28 U.S.C. § 1605(a) (5) (B) exempts from the provisions of § 1605(a)(5) "any claim arising out of malicious prosecution, abuse of process, libel, slander, misrepresentation, deceit, or interference with contract rights[.]"

The basis of this argument is that the Court allegedly must look to the "essence" of Plaintiffs' claims in the Fourth Amended Complaint, rather than the title assigned to the claims, in order to determine which sovereign immunity exception applies. CitingDe Sanchez, 770 F.2d at 1398-99, the Vatican contends that "[b]ecause the essence of the complaint determines which FSIA exception to sovereign immunity controls . . ., Plaintiffs' attempt to avoid the § 1605 (a) (5) (B) bar by recasting their claims as 'commercial' in nature fails." Memorandum in Support of Motion to Dismiss, p. 3 (emphasis in original). In other words, the Vatican contends that under De Sanchez, Plaintiffs' claims are "essentially" claims of misrepresentation and deceit, thus the tort exception rather than the commercial activity exception should apply in this case. Further, the Vatican contends that under § 1605(a)(5)(B) (the "exception" to the tort exception) it is immune from all of Plaintiffs' claims because they are torts based on misrepresentation and deceit.

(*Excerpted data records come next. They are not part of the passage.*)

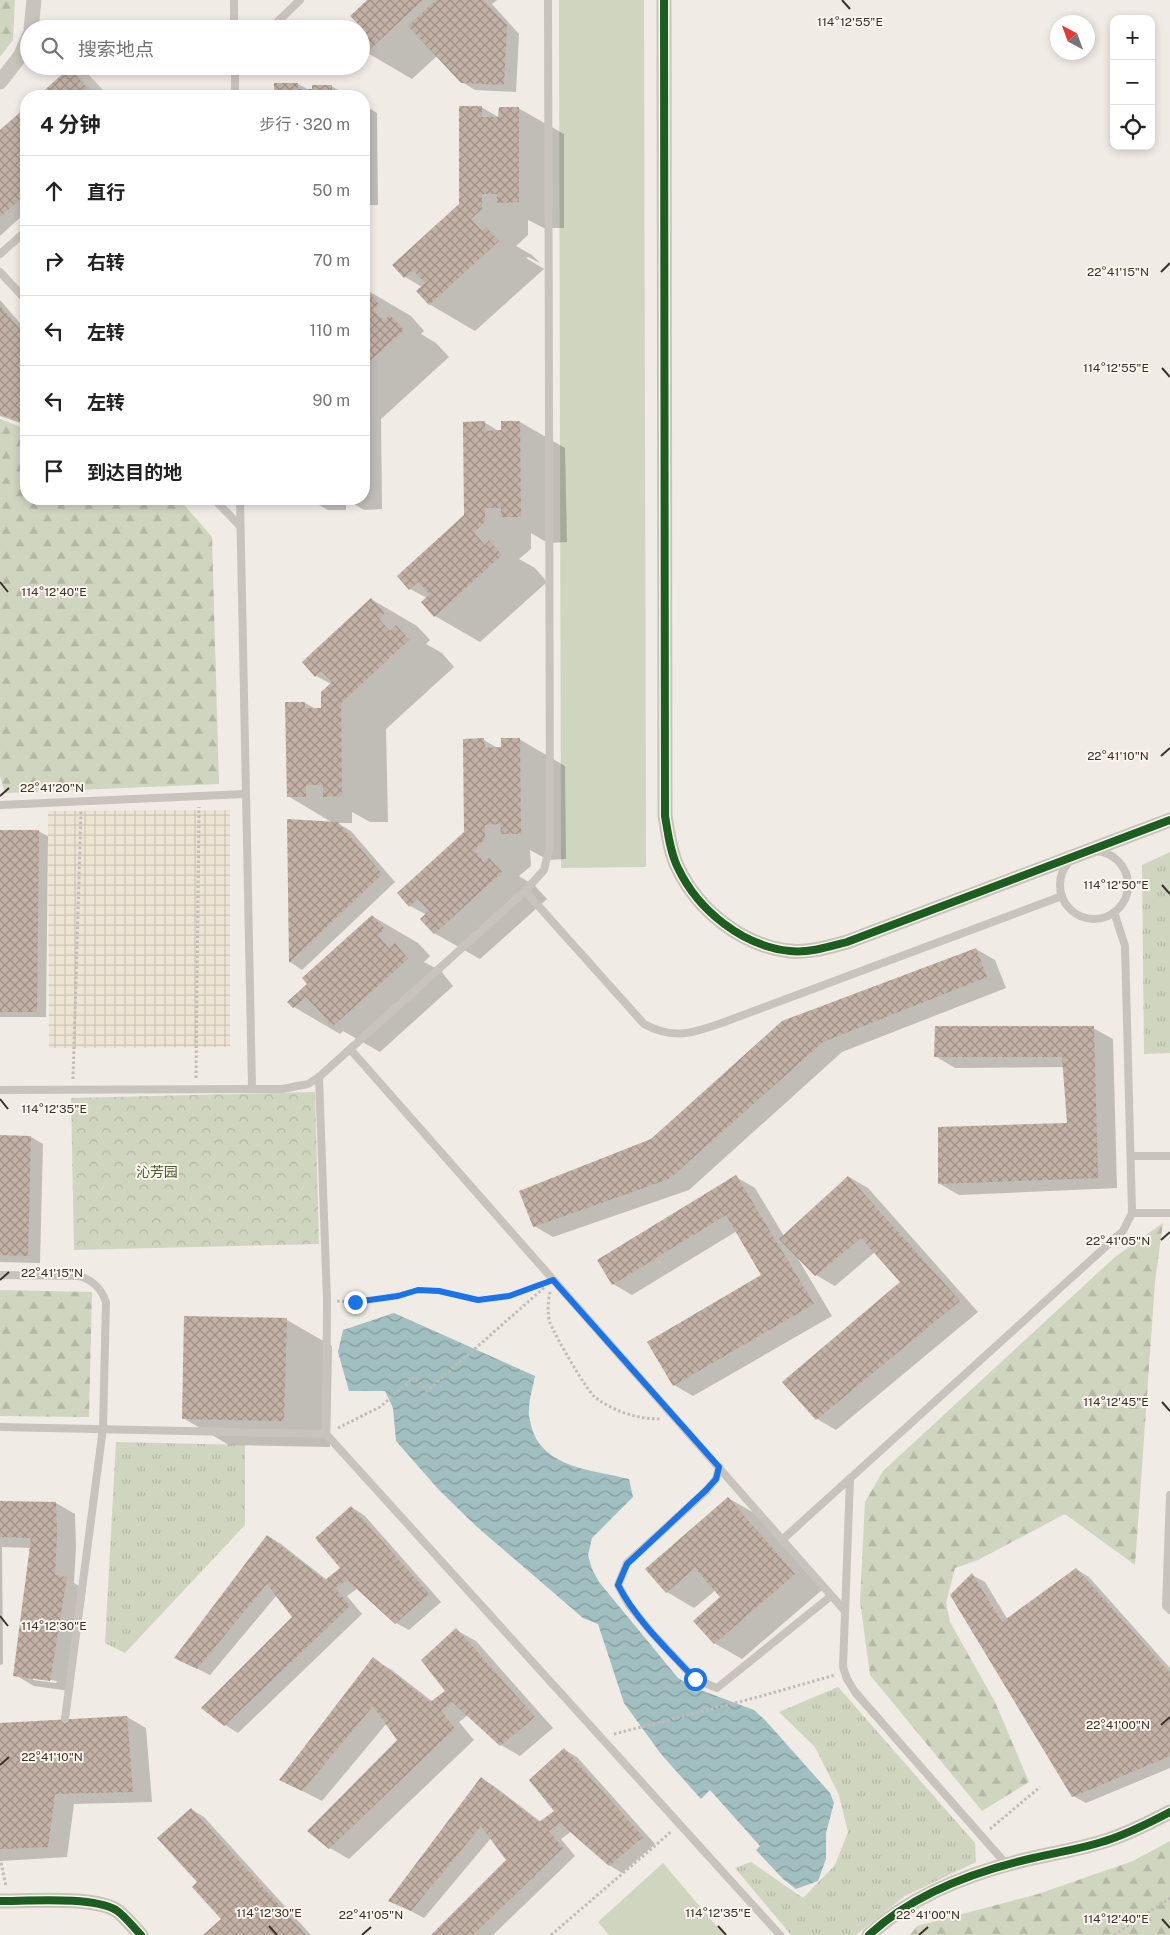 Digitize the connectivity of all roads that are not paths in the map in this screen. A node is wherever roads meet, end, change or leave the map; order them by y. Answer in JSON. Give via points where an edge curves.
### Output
{"nodes":[{"id":1,"x":34,"y":0,"type":"edge"},
{"id":2,"x":234,"y":0,"type":"edge"},
{"id":3,"x":300,"y":0,"type":"edge"},
{"id":4,"x":548,"y":0,"type":"edge"},
{"id":5,"x":664,"y":0,"type":"edge"},
{"id":6,"x":34,"y":20,"type":"edge"},
{"id":7,"x":234,"y":20,"type":"edge"},
{"id":8,"x":279,"y":20,"type":"edge"},
{"id":9,"x":20,"y":56,"type":"edge"},
{"id":10,"x":83,"y":75,"type":"edge"},
{"id":11,"x":235,"y":75,"type":"edge"},
{"id":12,"x":0,"y":82,"type":"edge"},
{"id":13,"x":97,"y":90,"type":"edge"},
{"id":14,"x":235,"y":90,"type":"edge"},
{"id":15,"x":20,"y":236,"type":"edge"},
{"id":16,"x":0,"y":254,"type":"edge"},
{"id":17,"x":0,"y":272,"type":"edge"},
{"id":18,"x":20,"y":294,"type":"edge"},
{"id":19,"x":220,"y":505,"type":"edge"},
{"id":20,"x":240,"y":505,"type":"edge"},
{"id":21,"x":240,"y":526,"type":"junction"},
{"id":22,"x":245,"y":794,"type":"junction"},
{"id":23,"x":0,"y":805,"type":"edge"},
{"id":24,"x":1170,"y":820,"type":"edge"},
{"id":25,"x":1084,"y":853,"type":"junction"},
{"id":26,"x":525,"y":891,"type":"junction"},
{"id":27,"x":1062,"y":896,"type":"junction"},
{"id":28,"x":1114,"y":912,"type":"junction"},
{"id":29,"x":350,"y":1049,"type":"junction"},
{"id":30,"x":319,"y":1077,"type":"junction"},
{"id":31,"x":252,"y":1088,"type":"junction"},
{"id":32,"x":0,"y":1090,"type":"edge"},
{"id":33,"x":1131,"y":1156,"type":"junction"},
{"id":34,"x":1170,"y":1156,"type":"edge"},
{"id":35,"x":1132,"y":1213,"type":"junction"},
{"id":36,"x":1170,"y":1213,"type":"edge"},
{"id":37,"x":0,"y":1275,"type":"edge"},
{"id":38,"x":0,"y":1426,"type":"edge"},
{"id":39,"x":103,"y":1428,"type":"junction"},
{"id":40,"x":326,"y":1434,"type":"junction"},
{"id":41,"x":719,"y":1467,"type":"junction"},
{"id":42,"x":850,"y":1479,"type":"junction"},
{"id":43,"x":1170,"y":1494,"type":"edge"},
{"id":44,"x":782,"y":1540,"type":"junction"},
{"id":45,"x":831,"y":1596,"type":"junction"},
{"id":46,"x":1170,"y":1610,"type":"edge"},
{"id":47,"x":845,"y":1611,"type":"junction"},
{"id":48,"x":65,"y":1719,"type":"dead end"},
{"id":49,"x":1170,"y":1812,"type":"edge"},
{"id":50,"x":1007,"y":1865,"type":"junction"},
{"id":51,"x":5,"y":1901,"type":"edge"},
{"id":52,"x":141,"y":1935,"type":"edge"},
{"id":53,"x":780,"y":1935,"type":"edge"},
{"id":54,"x":870,"y":1935,"type":"edge"}],
"edges":[{"from":1,"to":6,"type":"street"},
{"from":2,"to":7,"type":"lane"},
{"from":3,"to":8,"type":"lane"},
{"from":4,"to":26,"type":"lane","via":[[550,845],[544,870]]},
{"from":5,"to":25,"type":"street","via":[[665,816],[677,866],[689,887],[725,925],[745,937],[791,951],[818,950],[846,942]]},
{"from":9,"to":12,"type":"street"},
{"from":10,"to":13,"type":"lane"},
{"from":11,"to":14,"type":"lane"},
{"from":15,"to":16,"type":"lane"},
{"from":17,"to":18,"type":"lane"},
{"from":19,"to":21,"type":"lane"},
{"from":20,"to":21,"type":"lane"},
{"from":21,"to":22,"type":"lane"},
{"from":22,"to":23,"type":"lane"},
{"from":22,"to":31,"type":"lane"},
{"from":24,"to":25,"type":"street"},
{"from":25,"to":27,"type":"lane","via":[[1067,865],[1060,885]]},
{"from":25,"to":28,"type":"lane","via":[[1105,852],[1122,865],[1127,874],[1124,900]]},
{"from":26,"to":27,"type":"lane","via":[[644,1024],[671,1034],[699,1031]]},
{"from":26,"to":29,"type":"lane"},
{"from":27,"to":28,"type":"lane","via":[[1074,913],[1084,918],[1100,918]]},
{"from":28,"to":33,"type":"lane","via":[[1125,946]]},
{"from":29,"to":30,"type":"lane"},
{"from":29,"to":41,"type":"lane"},
{"from":30,"to":31,"type":"lane","via":[[296,1088]]},
{"from":30,"to":40,"type":"lane","via":[[327,1300]]},
{"from":31,"to":32,"type":"lane"},
{"from":33,"to":34,"type":"lane"},
{"from":33,"to":35,"type":"lane"},
{"from":35,"to":36,"type":"lane"},
{"from":35,"to":42,"type":"lane","via":[[1123,1231]]},
{"from":37,"to":39,"type":"lane","via":[[79,1276],[89,1279],[103,1293],[106,1302]]},
{"from":38,"to":39,"type":"lane"},
{"from":39,"to":40,"type":"lane"},
{"from":39,"to":48,"type":"lane"},
{"from":40,"to":53,"type":"lane"},
{"from":41,"to":44,"type":"lane"},
{"from":41,"to":45,"type":"lane","via":[[716,1479],[706,1490],[627,1564],[618,1585],[629,1605],[652,1633],[695,1679],[717,1688]]},
{"from":42,"to":44,"type":"lane"},
{"from":42,"to":47,"type":"lane"},
{"from":43,"to":46,"type":"lane","via":[[1166,1606]]},
{"from":44,"to":45,"type":"lane"},
{"from":45,"to":47,"type":"lane"},
{"from":47,"to":50,"type":"lane","via":[[843,1667],[855,1692]]},
{"from":49,"to":50,"type":"street","via":[[1111,1839]]},
{"from":50,"to":54,"type":"street","via":[[927,1896]]},
{"from":51,"to":52,"type":"street","via":[[102,1904],[116,1911]]}]}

The Court is not convinced by this argument. Without the benefit of binding case law on this specific issue, this Court finds that a misrepresentation or deceit claim which also involves commercial activity can be analyzed under the commercial activity exception to the FSIA. This finding is based on the initial sentence of § 1605(a) (5) which states "(a) A foreign state shall not be immune from the jurisdiction of courts of the United States or of the States in any case — . . . (5) not otherwise encompassed in paragraph (2) above, in which damages are sought. . . ." (Emphasis added). The "not otherwise encompassed in paragraph (2) above" language refers to the commercial activity exception embodied in § 1605 (a) (2). Considering this language, the Court finds that the provisions of § 1605(a)(5), to include the "exception to the tort exception" provisions of § 1605(a)(5)(B), do not apply when commercial activity is involved, as in the subject case. The Court therefore concludes that the provisions of § 1605(a)(5)(B) do not bar Plaintiffs' claims in this suit.

If the Court is incorrect in the analysis and conclusions presented in the previous paragraph, the arguments of the Vatican on this issue must nevertheless fail. Citing specific paragraphs in the Fourth Amended Complaint, the Vatican contends that all of the claims asserted by Plaintiffs against it are based on misrepresentation and deceit. See, Memorandum in Support of Motion to Dismiss, pp. 3-4. However, the Vatican omits at least one claim that goes beyond the purview of misrepresentation and deceit. Plaintiffs claim that "[h]igh-ranking officials of the Vatican authorized or ratified the plan whereby MEF would be used as a conduit for the flow of Frankel's money to St. Francis to purchase U.S. insurance companies." Fourth Amended Complaint, p. 48, ¶ 140. This allegation represents a claim that the Vatican used wrongfully obtained funds for the purchase of insurance companies, which is a claim falling outside the scope of misrepresentation or deceit. For this alternative reason, the Court cannot accept the arguments asserted by the Vatican on this issue.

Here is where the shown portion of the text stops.